Added overlay rendering of the blendshape values

fnunnari · fnunnari · commit 0e19f629442d · 2025-08-19T17:51:30.000+02:00
diff --git a/slvideotools/extract_face_data.py b/slvideotools/extract_face_data.py
@@ -14,6 +14,7 @@
 from PIL.Image import Image
 import PIL.Image
 from PIL import ImageDraw
+import PIL.ImageFont
 
 from .datagen import create_frame_producer, create_frame_consumer
 from .datagen import VideoFrameProducer, VideoFrameConsumer
@@ -224,6 +225,8 @@ def extract_face_data(frames_in: VideoFrameProducer,
     out_Rs = np.ndarray(shape=(0, 3, 3), dtype=np.float32)

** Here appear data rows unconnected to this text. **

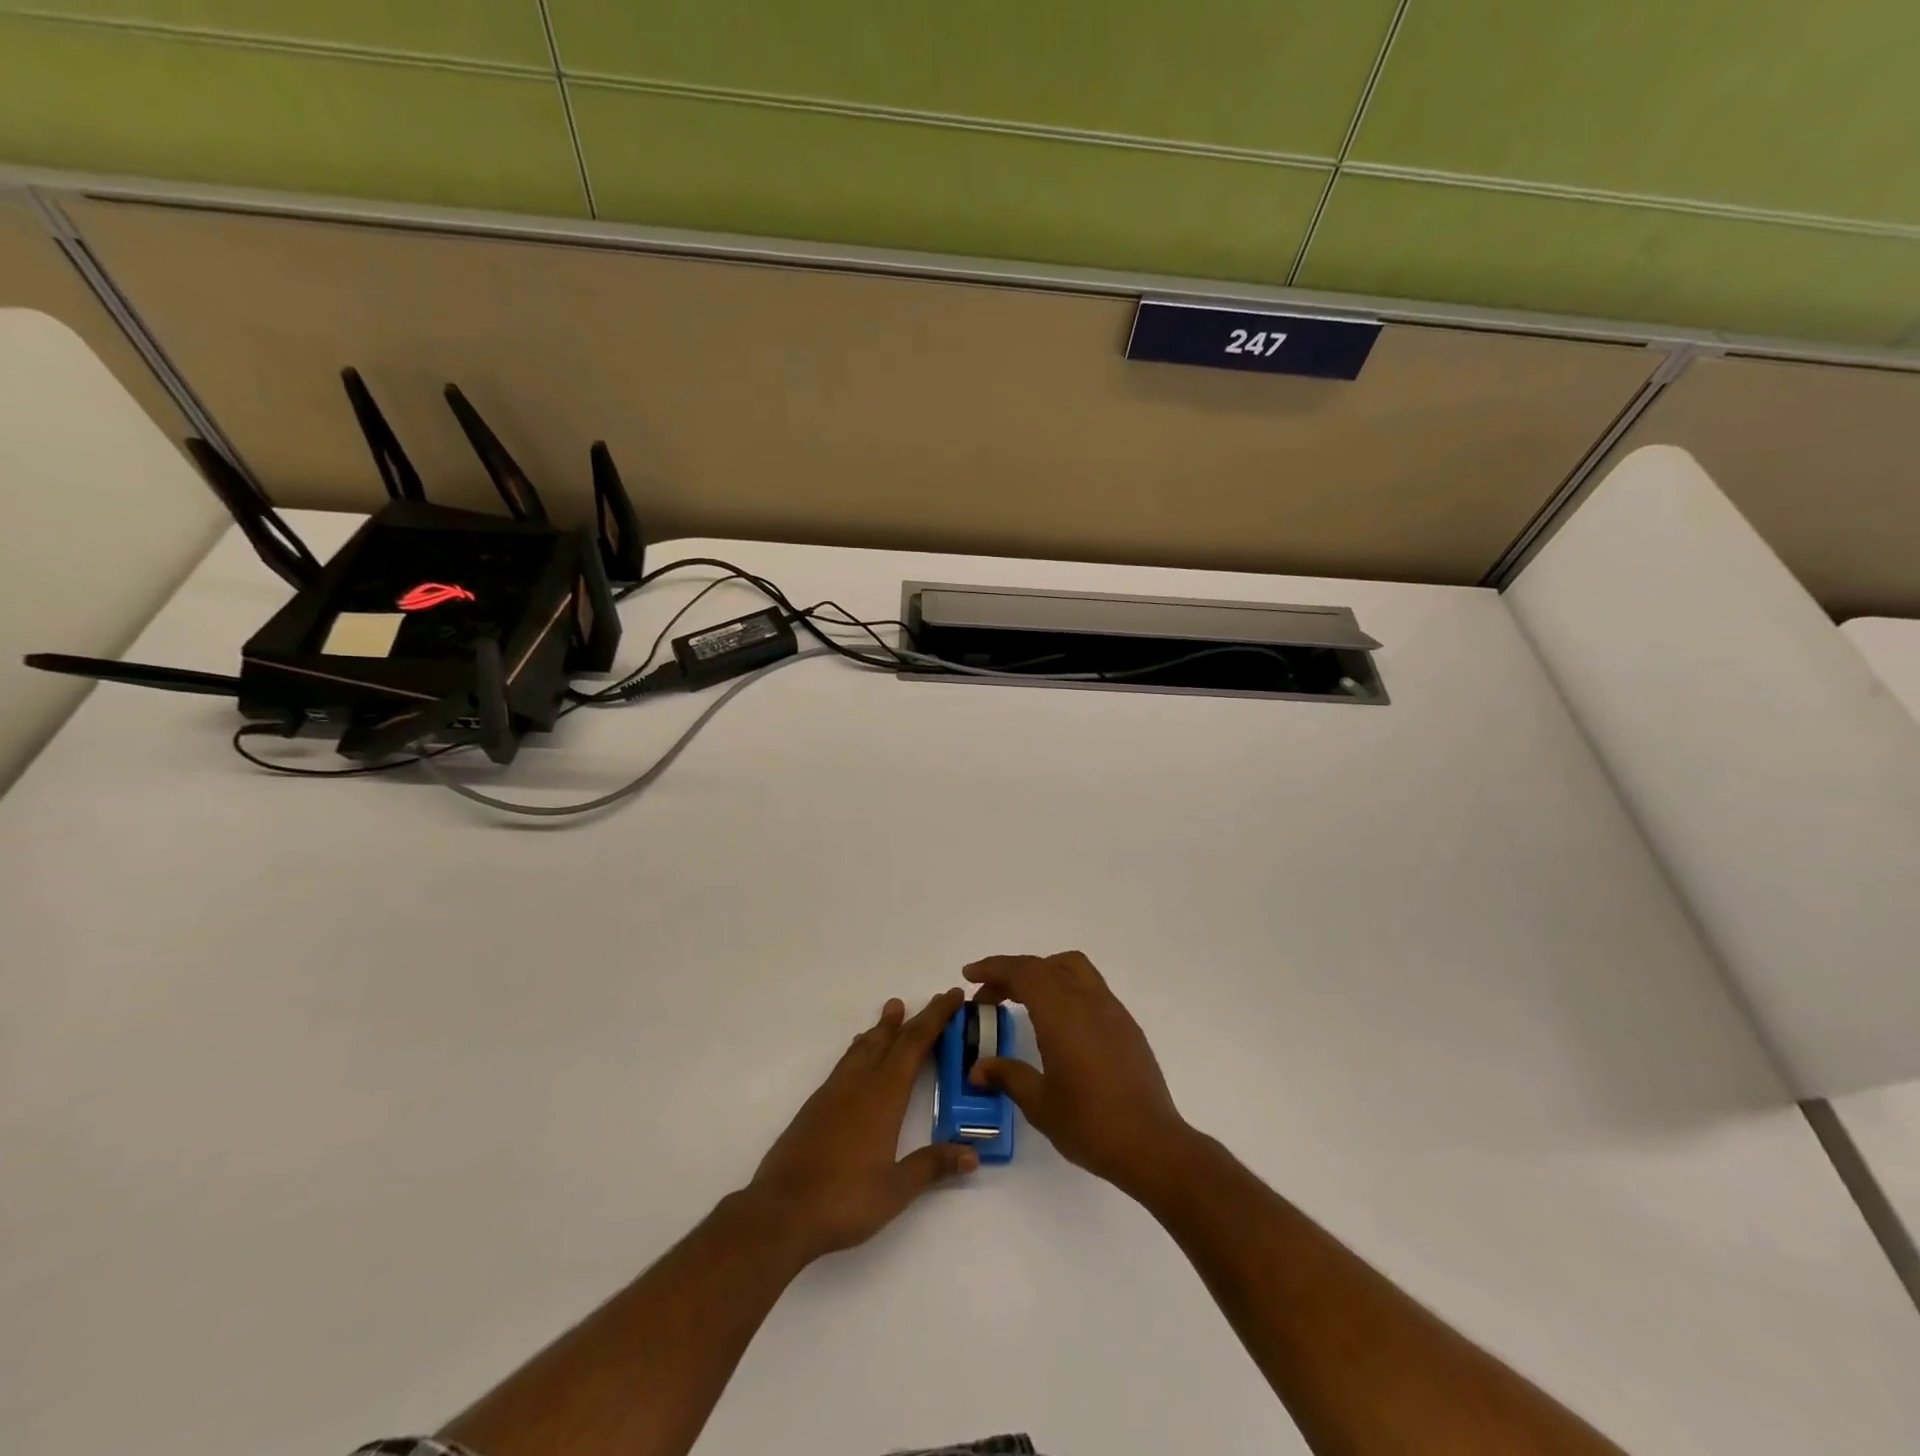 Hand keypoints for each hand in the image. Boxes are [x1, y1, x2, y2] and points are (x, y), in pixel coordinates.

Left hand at [748, 989, 976, 1262]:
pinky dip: (860, 1048)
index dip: (935, 1018)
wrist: (781, 1211)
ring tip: (892, 1012)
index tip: (951, 997)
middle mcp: (859, 1084)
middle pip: (890, 1039)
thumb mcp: (896, 1189)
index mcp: (884, 1095)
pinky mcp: (815, 1106)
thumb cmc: (844, 1199)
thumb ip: (932, 1166)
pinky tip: (858, 1055)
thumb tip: (972, 1154)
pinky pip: (845, 1063)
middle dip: (914, 1018)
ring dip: (881, 1028)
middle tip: (933, 998)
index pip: (914, 1044)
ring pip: (863, 1047)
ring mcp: (833, 1093)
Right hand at [965, 951, 1192, 1197]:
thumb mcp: (1040, 1104)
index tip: (970, 975)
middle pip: (1044, 965)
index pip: (1023, 972)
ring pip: (1072, 968)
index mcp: (1062, 1013)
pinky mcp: (1126, 1024)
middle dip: (1012, 973)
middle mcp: (1087, 1000)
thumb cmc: (1090, 1124)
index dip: (994, 968)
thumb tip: (978, 1068)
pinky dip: (1065, 988)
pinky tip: (1057, 1022)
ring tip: (1023, 999)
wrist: (1152, 1144)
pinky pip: (1090, 987)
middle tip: (989, 996)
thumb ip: (1008, 1076)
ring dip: (1042, 973)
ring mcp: (1111, 1009)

     out_scales = np.ndarray(shape=(0,), dtype=np.float32)
 
+    pil_font = None
+
     frame_num = 0
     for rgb_image in frames_in.frames():
 
@@ -232,6 +235,11 @@ def extract_face_data(frames_in: VideoFrameProducer,
             width = rgb_image.shape[1]
             height = rgb_image.shape[0]
 
+            # Prepare the font size according to the video resolution
+            font_size = max(10, height // MEDIAPIPE_FACE_BLENDSHAPES_COUNT)
+            font_size = 32 if font_size > 32 else font_size
+            pil_font = PIL.ImageFont.load_default(size=font_size)
+
         #
         # RUN MEDIAPIPE FACE LANDMARKER
         mp_image = mp.Image(image_format=mp.ImageFormat.SRGB, data=rgb_image)

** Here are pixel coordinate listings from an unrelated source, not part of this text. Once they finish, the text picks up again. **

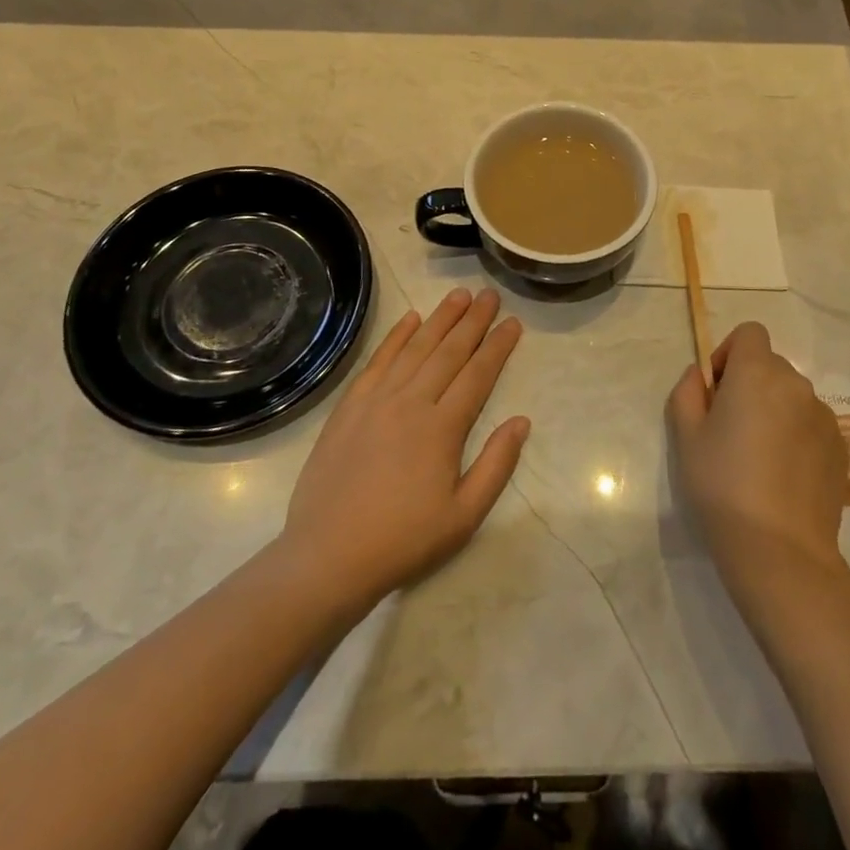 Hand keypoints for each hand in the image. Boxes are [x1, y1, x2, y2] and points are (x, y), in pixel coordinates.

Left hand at [279, 288, 528, 612]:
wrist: (329, 555)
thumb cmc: (403, 540)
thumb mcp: (464, 516)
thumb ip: (496, 466)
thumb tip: (521, 422)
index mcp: (442, 428)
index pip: (478, 374)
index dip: (498, 346)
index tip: (513, 322)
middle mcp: (411, 402)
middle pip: (449, 351)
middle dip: (473, 320)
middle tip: (489, 294)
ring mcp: (376, 400)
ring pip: (415, 348)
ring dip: (439, 319)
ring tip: (458, 295)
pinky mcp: (349, 406)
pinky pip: (378, 361)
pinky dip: (396, 337)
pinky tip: (410, 320)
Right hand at [667, 321, 846, 588]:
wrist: (779, 550)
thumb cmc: (722, 485)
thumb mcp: (686, 436)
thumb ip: (688, 392)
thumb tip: (701, 375)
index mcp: (757, 373)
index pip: (750, 333)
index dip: (730, 354)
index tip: (718, 391)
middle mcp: (797, 384)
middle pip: (770, 366)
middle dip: (750, 384)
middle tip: (731, 429)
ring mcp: (824, 417)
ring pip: (792, 397)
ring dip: (775, 410)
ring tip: (759, 458)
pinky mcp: (841, 448)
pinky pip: (812, 425)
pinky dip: (796, 436)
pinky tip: (783, 477)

@@ -288,22 +296,23 @@ def extract_face_data(frames_in: VideoFrameProducer,
         #
         # Process BLENDSHAPES
         if len(results.face_blendshapes) == 0:
-            frame_bshapes = [float('nan')] * MEDIAPIPE_FACE_BLENDSHAPES_COUNT
+            frame_bshapes = None
+            frame_bshapes_list = [float('nan')] * MEDIAPIPE_FACE_BLENDSHAPES_COUNT
         else:
             # Assume there is only one face
-            frame_bshapes_info = results.face_blendshapes[0]
-            frame_bshapes = [f.score for f in frame_bshapes_info]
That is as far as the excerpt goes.